1. General Provisions
2. Promotion of Employment
3. Labour Contracts and Collective Contracts
4. Working Hours, Rests, and Leaves
5. Wages
6. Labour Safety and Sanitation
7. Special Protection for Female Staff and Workers and Juvenile Workers
8. Professional Training
9. Social Insurance and Welfare Treatment
10. Labour Disputes
11. Supervision and Inspection
12. Legal Responsibilities
13. Supplementary Provisions

The purpose of the law, stated by Article 1 in the first chapter, is to "protect the legitimate rights and interests of labourers, readjust labour relationship, establish and safeguard the labour system suiting the socialist market economy, and promote economic development and social progress".

There are 20 articles concerning labour contracts and collective contracts in the third chapter. In 2008, the 98-article-long Labour Contract Law came into effect to further regulate related behaviours.

The law was amended with minor correction in 2009.

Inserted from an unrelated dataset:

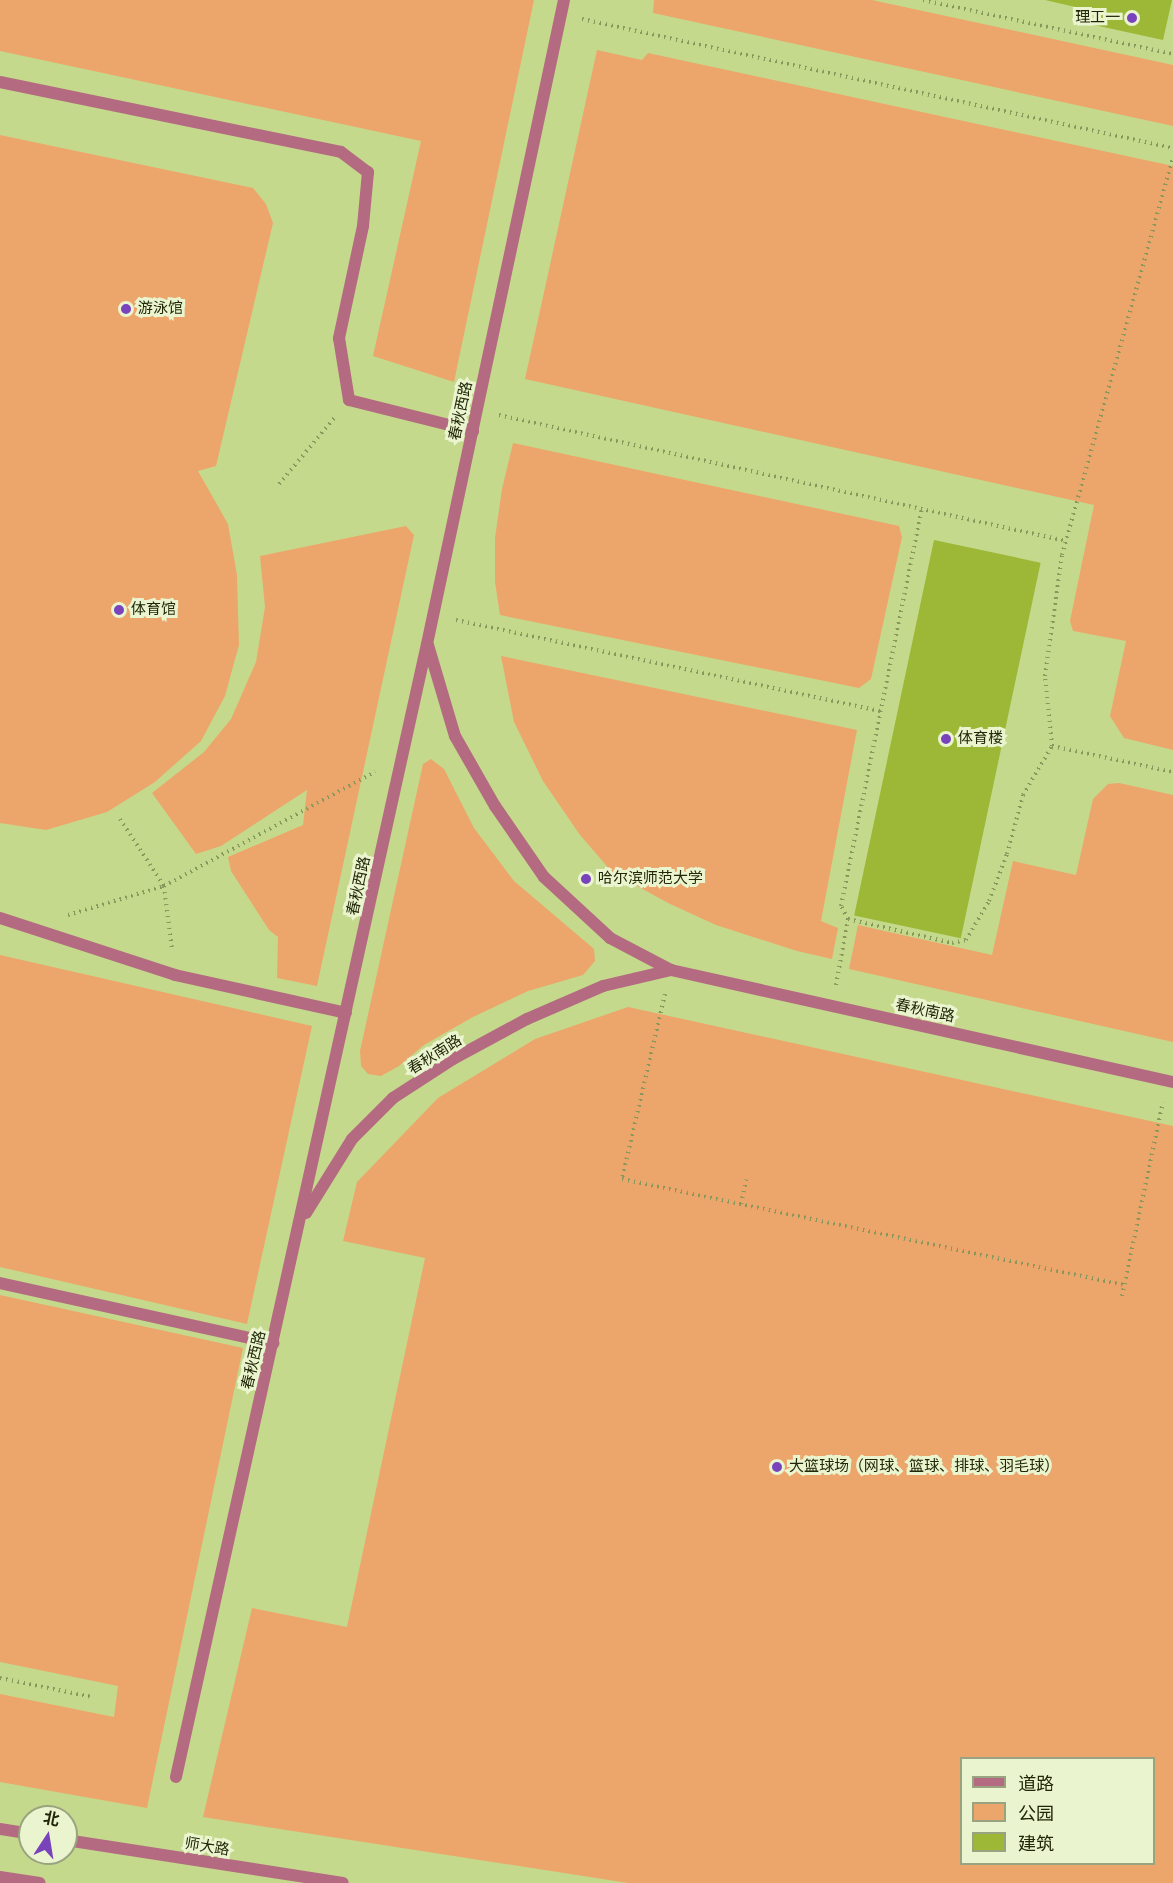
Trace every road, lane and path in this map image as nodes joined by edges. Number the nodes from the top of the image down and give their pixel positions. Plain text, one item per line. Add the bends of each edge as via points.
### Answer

== Criticism from the public ==

The law is widely criticised for its defects. This is one of the reasons for the promulgation of the Labour Contract Law which came into effect on January 1, 2008. For example, though collective contract has been put into laws for more than 15 years, collective bargaining is not doing well in China. The term collective negotiation (集体协商) first appeared in laws in 2007, instead of collective bargaining (集体谈判), which is less decisive than the latter.

== Related laws ==
This is a list of related Chinese laws, but does not cover every law related.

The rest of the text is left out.